The siq is a seriously cool, super narrow, meandering gorge which you enter Petra through. The walls are towering, and like most things in Petra, contain a variety of brilliant colors which seem to change by time of day as light hits it from different angles. The most amazing thing I found were the water channels the Nabataeans carved into each side of the siq to transport water downhill to the city, which could probably be functional to this day. Along the Siq there are various carvings, steep stairwells leading to places, and remnants of arches and other architectural features since removed. The Siq abruptly ends after 1 km when it opens up and you are struck with the view of the behemoth Treasury, the symbol of Petra. You can literally spend at least an hour just sittin there staring at this block of carved stone, feeling puny, while checking out the architectural details and the ridiculous scale of things.
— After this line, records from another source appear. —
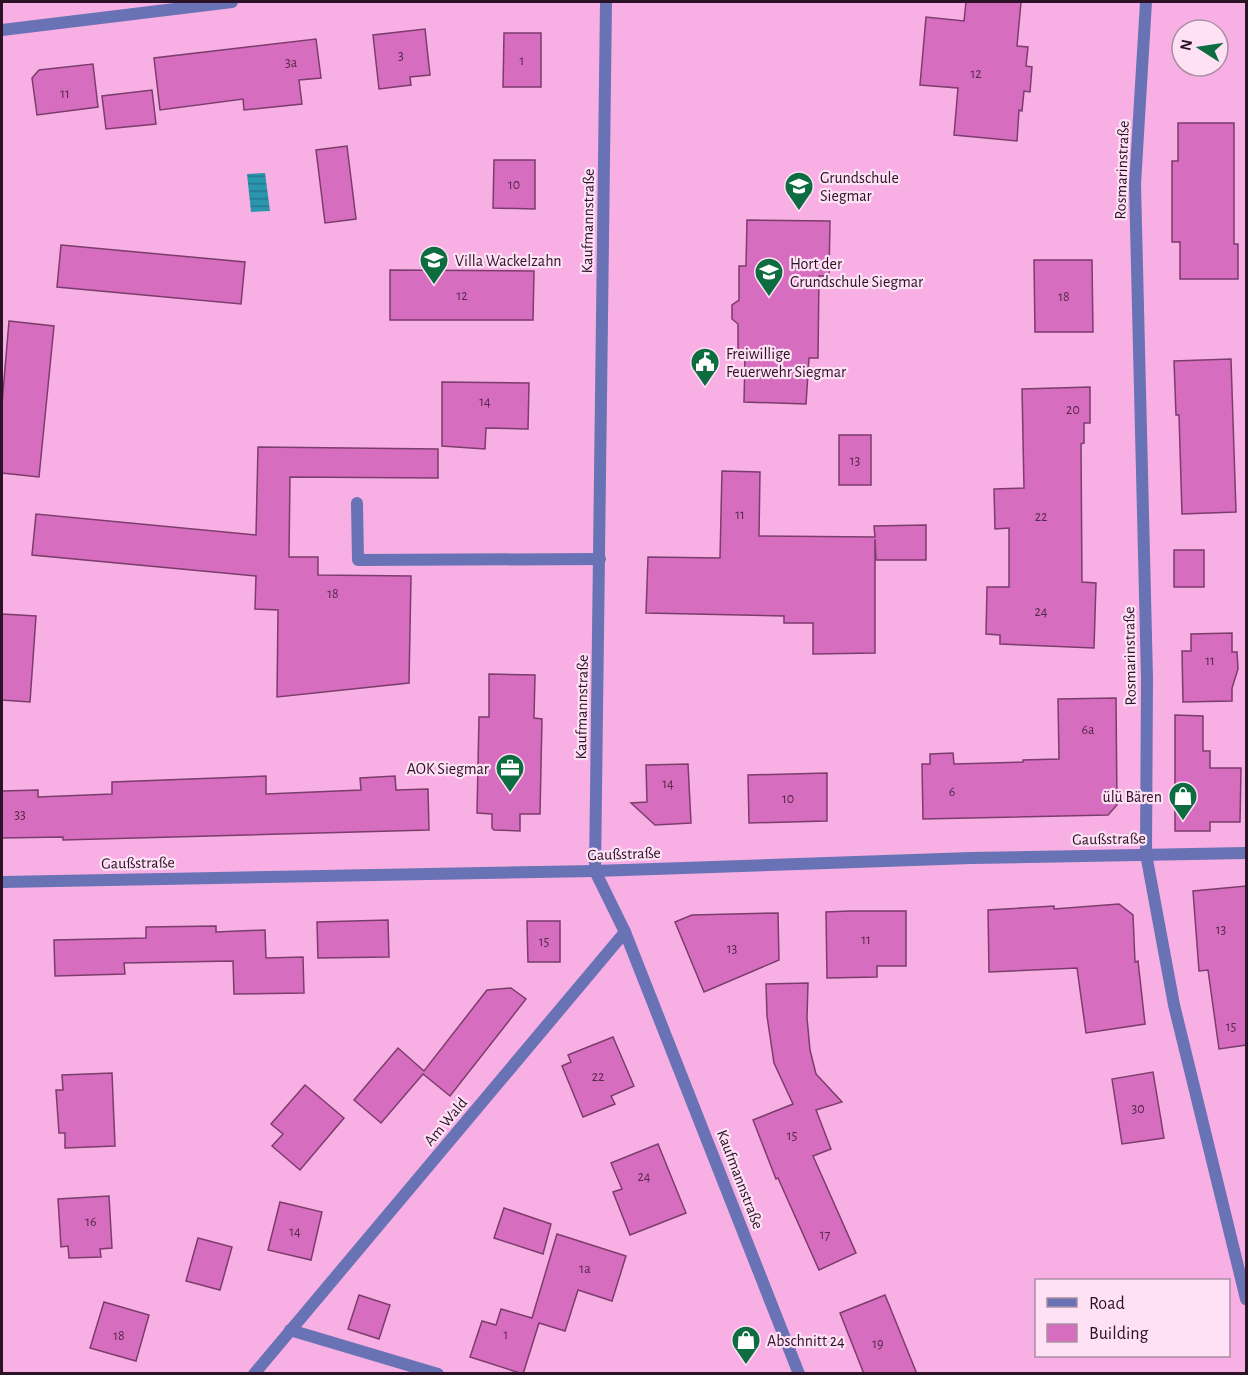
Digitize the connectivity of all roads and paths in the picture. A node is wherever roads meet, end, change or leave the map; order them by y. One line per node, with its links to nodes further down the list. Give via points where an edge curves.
1 (232, 2): 4 (street)
2 (606, 2): 6 (street, Kaufmannstraße)
3 (1146, 2): 8 (street, Rosmarinstraße, via 1135,184)
4 (2, 30)
5 (357, 503): 6 (street, via 358,560)
6 (600, 559): 9 (street, Kaufmannstraße)
7 (1246, 853): 8 (street, Gaußstraße)
8 (1146, 854): 9 (street, Gaußstraße); 12 (street, Rosmarinstraße, via 1174,1005)
9 (595, 871): 10 (street, Gaußstraße); 11 (street, Kaufmannstraße)
10 (2, 882)
11 (625, 932): 13 (street, Am Wald); 16 (street, Kaufmannstraße)
12 (1246, 1299)
13 (290, 1330): 14 (street, Am Wald); 15 (street)
14 (254, 1374)
15 (438, 1374)
16 (799, 1374)

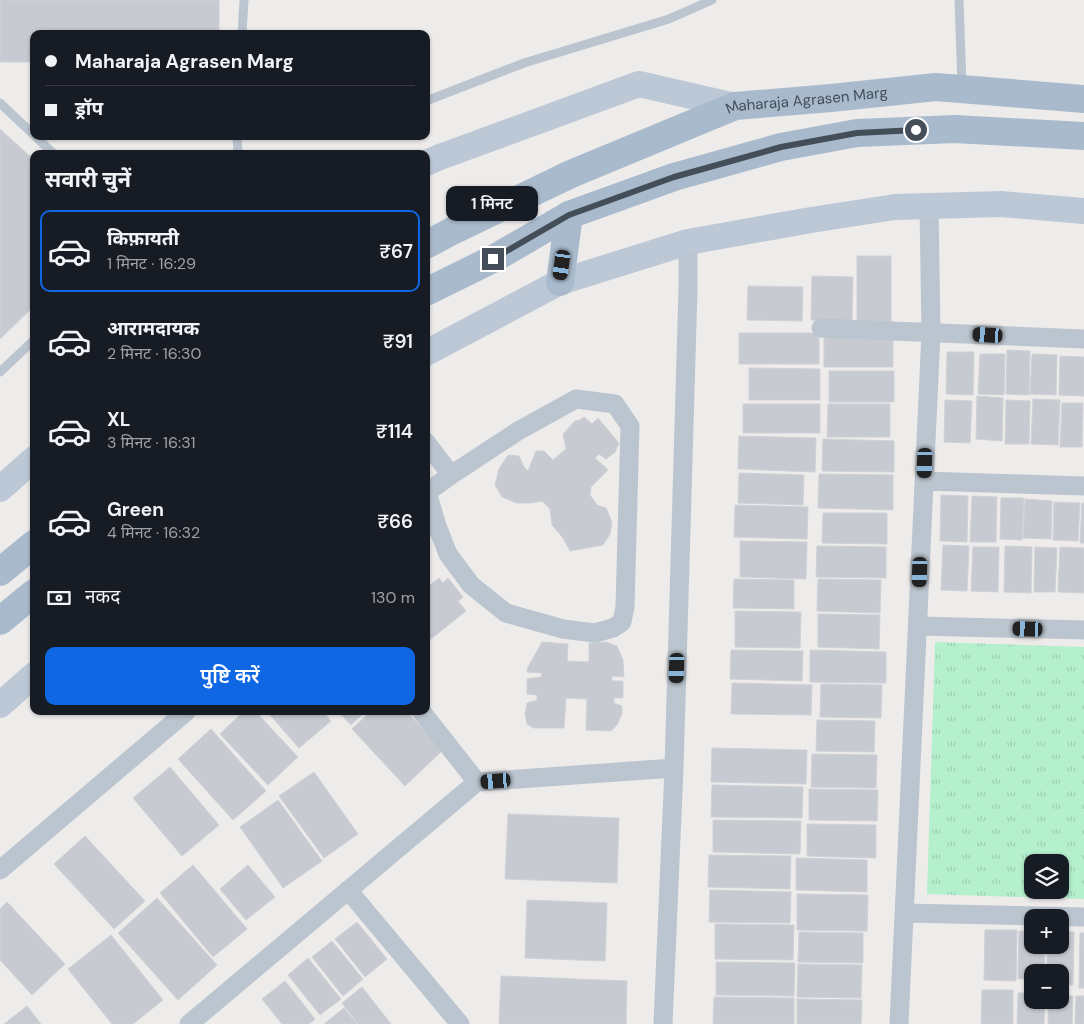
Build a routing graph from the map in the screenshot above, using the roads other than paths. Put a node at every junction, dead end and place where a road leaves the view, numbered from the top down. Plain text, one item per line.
1 (244, 0) edge
2 (712, 0) edge
3 (959, 0) edge
4 (242, 30) edge
5 (962, 89) junction
6 (1084, 99) edge
7 (430, 100) edge
8 (0, 103) edge
9 (736, 106) junction
10 (30, 132) edge
11 (1084, 136) edge
12 (38, 140) edge
13 (50, 150) edge
14 (430, 161) edge
15 (929, 206) junction
16 (1084, 211) edge
17 (569, 215) junction
18 (688, 242) junction
19 (430, 243) edge
20 (560, 282) junction
21 (430, 290) edge
22 (821, 328) dead end
23 (931, 333) junction
24 (1084, 339) edge
25 (30, 344) edge
26 (430, 351) edge
27 (0, 372) edge
28 (430, 447) edge
29 (30, 463) edge
30 (451, 475) junction
31 (924, 481) junction
32 (1084, 486) edge
33 (0, 489) edge
34 (430, 490) edge
35 (430, 503) edge
36 (30, 547) edge
37 (0, 572) edge
38 (30, 597) edge
39 (0, 621) edge
40 (918, 626) junction
41 (1084, 630) edge
42 (30, 678) edge
43 (0, 705) edge
44 (181, 715) edge
45 (424, 715) edge
46 (674, 768) junction
47 (477, 782) junction
48 (0, 870) edge
49 (348, 890) junction
50 (904, 913) junction
51 (1084, 917) edge
52 (189, 1024) edge
53 (460, 1024) edge
54 (663, 1024) edge
55 (899, 1024) edge

1 - 4 lane
2 - 7 lane
3 - 5 lane
5 - 6 main road, Maharaja Agrasen Marg
5 - 9 main road, Maharaja Agrasen Marg
8 - 10 lane
9 - 14 main road, Maharaja Agrasen Marg
9 - 19 main road
11 - 17 main road
12 - 13 lane
15 - 16 main road
15 - 18 main road
15 - 23 street
17 - 20 main road
17 - 21 main road
18 - 20 main road
18 - 46 street
20 - 26 main road
22 - 23 street
23 - 24 street
23 - 31 street
25 - 27 lane
28 - 30 street
29 - 33 main road
30 - 34 street
30 - 35 street
31 - 32 street
31 - 40 street
36 - 37 main road
38 - 39 main road
40 - 41 street
40 - 50 street
42 - 43 main road
44 - 48 street
45 - 47 street
46 - 47 street
46 - 54 street
47 - 49 street
49 - 52 street
49 - 53 street
50 - 51 street
50 - 55 street

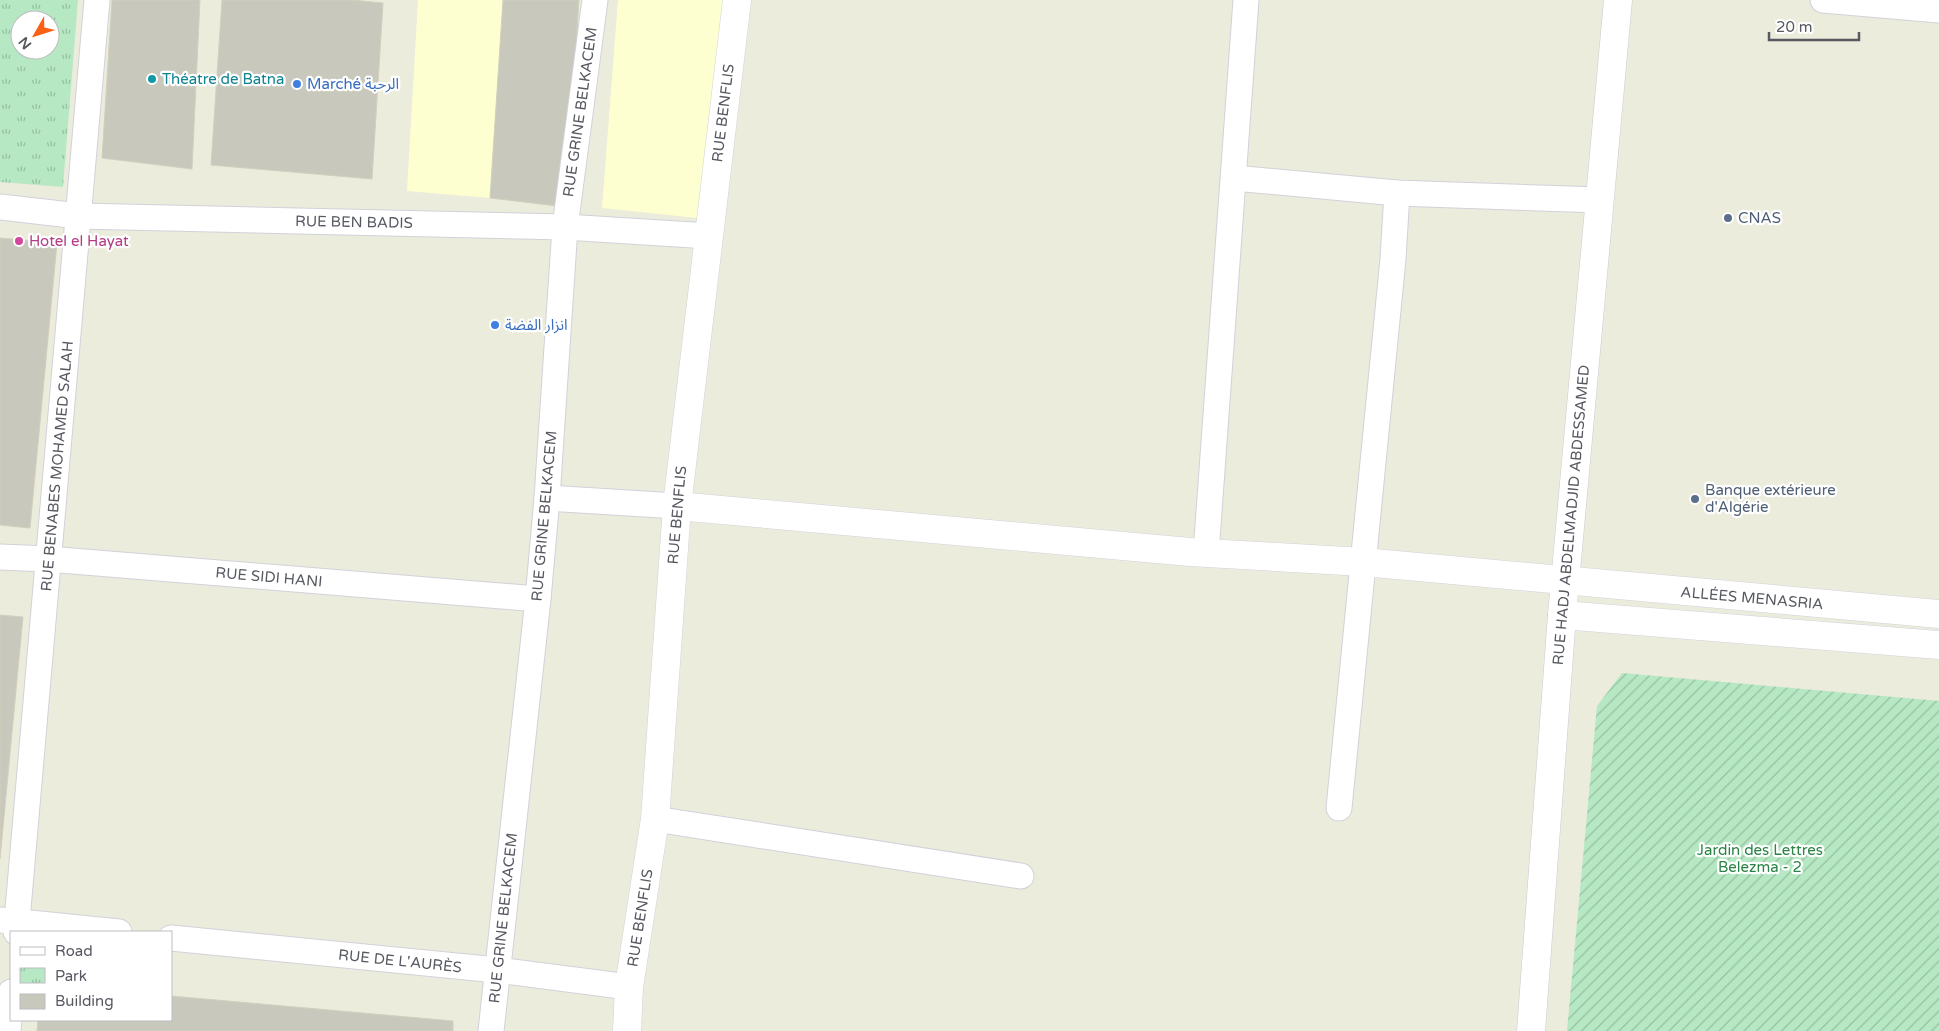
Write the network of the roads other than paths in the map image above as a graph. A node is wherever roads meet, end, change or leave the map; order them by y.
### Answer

Its friggin impressive.

Check out the size of the people!
Water channels curving around with the walls

The donkeys are mainly for show, but you can pay a couple bucks (after hard negotiating), for a ride elsewhere in Petra. I skipped the camel but did take a donkey a few times.

Saturday, August 4, 2012


This place is magnificent and massive. I'm going to take a quite a few posts just to put up pictures of different places in the complex and maybe explain a thing or two, because it is not a place that can be summed up so quickly. It must be on a similar scale to the pyramids. You look up at some towering entrance-way and scratch your head and say 'dang, that is incredible, how the heck did they build that thing?' I spent two full days meandering desert and canyons to the various tombs and structures constructed by the Nabataeans thousands of years ago, marveling at their grandiosity. Aside from the still standing monuments, just walking around and seeing thousands of fallen and piled monoliths, ruins of former structures, makes you wonder what this place was like before the earthquakes. It must have been a bustling and wealthy city. The colors of the rocks are hundreds of brilliant shades of red and orange, which draw a sharp contrast to the vast and cloudless blue sky and blend with the barren desert valley landscape.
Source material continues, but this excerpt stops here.